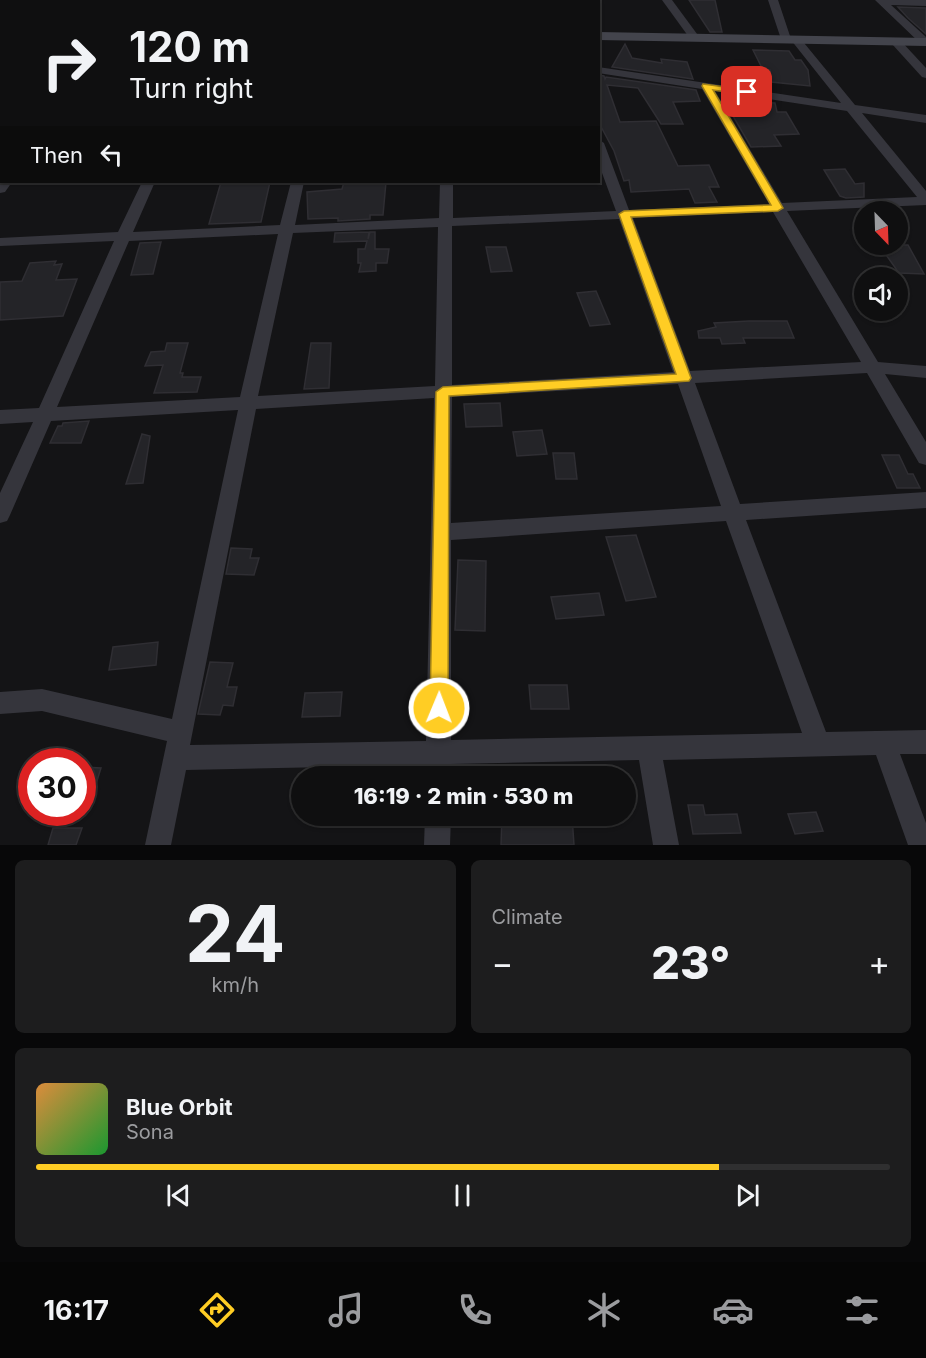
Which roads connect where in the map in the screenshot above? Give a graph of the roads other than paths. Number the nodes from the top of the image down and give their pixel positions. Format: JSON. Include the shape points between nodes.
{"nodes":[{"id":1,"x":667,"y":0,"type":"edge"},
{"id":2,"x":772,"y":0,"type":"edge"},
{"id":3,"x":881,"y":1,"type":"edge"},
{"id":4,"x":926,"y":3,"type":"edge"},
{"id":5,"x":600,"y":36,"type":"edge"},
{"id":6,"x":695,"y":38,"type":"junction"},
{"id":7,"x":791,"y":40,"type":"junction"},
{"id":8,"x":896,"y":42,"type":"junction"},
{"id":9,"x":926,"y":42,"type":"edge"},
{"id":10,"x":600,"y":70,"type":"edge"},
{"id":11,"x":926,"y":75,"type":"edge"},
{"id":12,"x":706,"y":86,"type":"junction"},
{"id":13,"x":850,"y":108,"type":"junction"},
{"id":14,"x":926,"y":119,"type":"edge"},
{"id":15,"x":600,"y":148,"type":"edge"},
{"id":16,"x":148,"y":183,"type":"edge"},
{"id":17,"x":297,"y":183,"type":"edge"},
{"id":18,"x":446,"y":183,"type":"edge"},
{"id":19,"x":926,"y":201,"type":"edge"},
{"id":20,"x":778,"y":208,"type":"junction"},
{"id":21,"x":624,"y":214,"type":"junction"},
{"id":22,"x":445,"y":222,"type":"junction"},
{"id":23,"x":286,"y":229,"type":"junction"},
{"id":24,"x":124,"y":236,"type":"junction"},
{"id":25,"x":0,"y":242,"type":"edge"},
{"id":26,"x":872,"y":367,"type":"junction"},
{"id":27,"x":926,"y":372,"type":"edge"},
{"id":28,"x":684,"y":378,"type":"junction"},
{"id":29,"x":443,"y":392,"type":"junction"},
{"id":30,"x":248,"y":402,"type":"junction"},
{"id":31,"x":45,"y":414,"type":"junction"},
{"id":32,"x":0,"y":417,"type":"edge"},
{"id":33,"x":926,"y":458,"type":"edge"},
{"id":34,"x":926,"y":500,"type":"edge"},
{"id":35,"x":734,"y":513,"type":"junction"},
{"id":36,"x":0,"y":515,"type":"edge"},
{"id":37,"x":441,"y":532,"type":"junction"},
{"id":38,"x":0,"y":703,"type":"edge"},
{"id":39,"x":181,"y":733,"type":"junction"},
{"id":40,"x":884,"y":742,"type":"junction"},
{"id":41,"x":926,"y":742,"type":"edge"},
{"id":42,"x":818,"y":744,"type":"junction"},
{"id":43,"x":649,"y":748,"type":"junction"},
{"id":44,"x":438,"y":752,"type":"junction"},
{"id":45,"x":176,"y":758,"type":"junction"},
{"id":46,"x":438,"y":766,"type":"edge"},
{"id":47,"x":438,"y":826,"type":"edge"},
{"id":48,"x":158,"y":845,"type":"edge"},
{"id":49,"x":437,"y":845,"type":"edge"},
{"id":50,"x":666,"y":845,"type":"edge"},
{"id":51,"x":921,"y":845,"type":"edge"}],
"edges":[{"from":1,"to":6,"type":"street"},
{"from":2,"to":7,"type":"street"},
{"from":3,"to":4,"type":"street"},
{"from":3,"to":9,"type":"street"},
{"from":5,"to":6,"type":"main road"},
{"from":6,"to":7,"type":"main road"},
{"from":7,"to":8,"type":"main road"},
{"from":7,"to":13,"type":"street"},
{"from":8,"to":9,"type":"main road"},
{"from":8,"to":11,"type":"street"},
{"from":10,"to":12,"type":"street"},
{"from":12,"to":13,"type":"street"},
{"from":12,"to":20,"type":"street"},
{"from":13,"to":14,"type":"street"},
{"from":13,"to":19,"type":"street"},
{"from":15,"to":21,"type":"street"},
{"from":16,"to":24,"type":"street"},
{"from":17,"to":23,"type":"street"},
{"from":18,"to":22,"type":"street"},
{"from":19,"to":20,"type":"street"},
{"from":20,"to":21,"type":"street"},
{"from":20,"to":26,"type":"street"},
{"from":21,"to":22,"type":"street"},
{"from":21,"to":28,"type":"street"},
{"from":22,"to":23,"type":"street"},
{"from":22,"to":29,"type":"street"},
{"from":23,"to":24,"type":"street"},
{"from":23,"to":30,"type":"street"},
{"from":24,"to":25,"type":"street"},
{"from":24,"to":31,"type":"street"},
{"from":26,"to":27,"type":"street"},
{"from":26,"to":28,"type":"street"},
{"from":26,"to":33,"type":"street"},
{"from":28,"to":29,"type":"street"},
{"from":28,"to":35,"type":"street"},
{"from":29,"to":30,"type":"street"},
{"from":29,"to":37,"type":"street"},
{"from":30,"to":31,"type":"street"},
{"from":30,"to":39,"type":"street"},
{"from":31,"to":32,"type":"street"},
{"from":31,"to":36,"type":"street"},
{"from":34,"to":35,"type":"street"},
{"from":35,"to":37,"type":"street"},
{"from":35,"to":42,"type":"street"},
{"from":37,"to":44,"type":"street"},
{"from":38,"to":39,"type":"street","via":[[42,700]]},
{"from":39,"to":45,"type":"street"},
{"from":40,"to":41,"type":"street"},
{"from":40,"to":42,"type":"street"},
{"from":40,"to":51,"type":"street"},
{"from":42,"to":43,"type":"street"},
{"from":43,"to":44,"type":"street"},
{"from":43,"to":50,"type":"street"},
{"from":44,"to":45,"type":"street"},
{"from":44,"to":46,"type":"street"},
{"from":45,"to":48,"type":"street"},
{"from":47,"to":49,"type":"street"}]}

-- -- --

## WHAT THE TASK REQUIRES:
Please return the lines above exactly, with the pictures omitted.

## PROBLEM SOLUTION:
Which roads connect where in the map in the screenshot above? Give a graph of the roads other than paths. Number the nodes from the top of the image down and give their pixel positions. Format: JSON. Include the shape points between nodes.
{"nodes":[{"id":1,"x":667,"y":0,"type":"edge"},
{"id":2,"x":772,"y":0,"type":"edge"},
{"id":3,"x":881,"y":1,"type":"edge"},
{"id":4,"x":926,"y":3,"type":"edge"},
{"id":5,"x":600,"y":36,"type":"edge"},
{"id":6,"x":695,"y":38,"type":"junction"},
{"id":7,"x":791,"y":40,"type":"junction"},
{"id":8,"x":896,"y":42,"type":"junction"},
{"id":9,"x":926,"y":42,"type":"edge"},
{"id":10,"x":600,"y":70,"type":"edge"},
{"id":11,"x":926,"y":75,"type":"edge"},
{"id":12,"x":706,"y":86,"type":"junction"},
{"id":13,"x":850,"y":108,"type":"junction"},
{"id":14,"x":926,"y":119,"type":"edge"},
{"id":15,"x":600,"y":148,"type":"edge"},
{"id":16,"x":148,"y":183,"type":"edge"},
{"id":17,"x":297,"y":183,"type":"edge"},
{"id":18,"x":446,"y":183,"type":"edge"},
{"id":19,"x":926,"y":201,"type":"edge"},
{"id":20,"x":778,"y":208,"type":"junction"},
{"id":21,"x":624,"y":214,"type":"junction"},
{"id":22,"x":445,"y":222,"type":"junction"},
{"id":23,"x":286,"y":229,"type":"junction"},
{"id":24,"x":124,"y":236,"type":"junction"},
{"id":25,"x":0,"y":242,"type":"edge"},
{"id":26,"x":872,"y":367,"type":"junction"},
{"id":27,"x":926,"y":372,"type":"edge"},
{"id":28,"x":684,"y":378,"type":"junction"},
{"id":29,"x":443,"y":392,"type":"junction"},
{"id":30,"x":248,"y":402,"type":"junction"},
{"id":31,"x":45,"y":414,"type":"junction"},
{"id":32,"x":0,"y":417,"type":"edge"},
{"id":33,"x":926,"y":458,"type":"edge"},
{"id":34,"x":926,"y":500,"type":"edge"},
{"id":35,"x":734,"y":513,"type":"junction"},
{"id":36,"x":0,"y":515,"type":"edge"},
{"id":37,"x":441,"y":532,"type":"junction"},
{"id":38,"x":0,"y":703,"type":"edge"},
{"id":39,"x":181,"y":733,"type":"junction"},
{"id":40,"x":884,"y":742,"type":"junction"},
{"id":41,"x":926,"y":742,"type":"edge"},
{"id":42,"x":818,"y":744,"type":"junction"},
{"id":43,"x":649,"y":748,"type":"junction"},
{"id":44,"x":438,"y":752,"type":"junction"},
{"id":45,"x":176,"y":758,"type":"junction"},
{"id":46,"x":438,"y":766,"type":"edge"},
{"id":47,"x":438,"y":826,"type":"edge"},
{"id":48,"x":158,"y":845,"type":"edge"},
{"id":49,"x":437,"y":845,"type":"edge"},
{"id":50,"x":666,"y":845,"type":"edge"},
{"id":51,"x":921,"y":845,"type":"edge"}],
"edges":[{"from":1,"to":6,"type":"street"},
{"from":2,"to":7,"type":"street"},
{"from":3,"to":4,"type":"street"},
{"from":3,"to":9,"type":"street"},
{"from":5,"to":6,"type":"main road"},
{"from":6,"to":7,"type":"main road"},
{"from":7,"to":8,"type":"main road"},
{"from":7,"to":13,"type":"street"},
{"from":8,"to":9,"type":"main road"},
{"from":8,"to":11,"type":"street"},
{"from":10,"to":12,"type":"street"},
{"from":12,"to":13,"type":"street"},
{"from":12,"to":20,"type":"street"},
{"from":13,"to":14,"type":"street"},
{"from":13,"to":19,"type":"street"},
{"from":15,"to":21,"type":"street"},
{"from":16,"to":24,"type":"street"},
{"from":17,"to":23,"type":"street"},
{"from":18,"to":22,"type":"street"},
{"from":19,"to":20,"type":"street"},
{"from":20,"to":21,"type":"street"},
{"from":20,"to":26,"type":"street"},
{"from":21,"to":22,"type":"street"},
{"from":21,"to":28,"type":"street"},
{"from":22,"to":23,"type":"street"},
{"from":22,"to":29,"type":"street"},
{"from":23,"to":24,"type":"street"},
{"from":23,"to":30,"type":"street"},
{"from":24,"to":25,"type":"street"},
{"from":24,"to":31,"type":"street"},
{"from":26,"to":27,"type":"street"},
{"from":26,"to":28,"type":"street"},
{"from":26,"to":33,"type":"street"},
{"from":28,"to":29,"type":"street"},
{"from":28,"to":35,"type":"street"},
{"from":29,"to":30,"type":"street"},
{"from":29,"to":37,"type":"street"},
{"from":30,"to":31,"type":"street"},
{"from":30,"to":39,"type":"street"},
{"from":31,"to":32,"type":"street"},
{"from":31,"to":36,"type":"street"},
{"from":34,"to":35,"type":"street"},
{"from":35,"to":37,"type":"street"},
{"from":35,"to":42,"type":"street"},
{"from":37,"to":44,"type":"street"},
{"from":38,"to":39,"type":"street","via":[[42,700]]},
{"from":39,"to":45,"type":"street"},
{"from":40,"to":41,"type":"street"},
{"from":40,"to":42,"type":"street"},
{"from":40,"to":51,"type":"street"},
{"from":42,"to":43,"type":"street"},
{"from":43,"to":44,"type":"street"},
{"from":43,"to":50,"type":"street"},
{"from":44,"to":45,"type":"street"},
{"from":44,"to":46,"type":"street"},
{"from":45,"to":48,"type":"street"},
{"from":47,"to":49,"type":"street"}]}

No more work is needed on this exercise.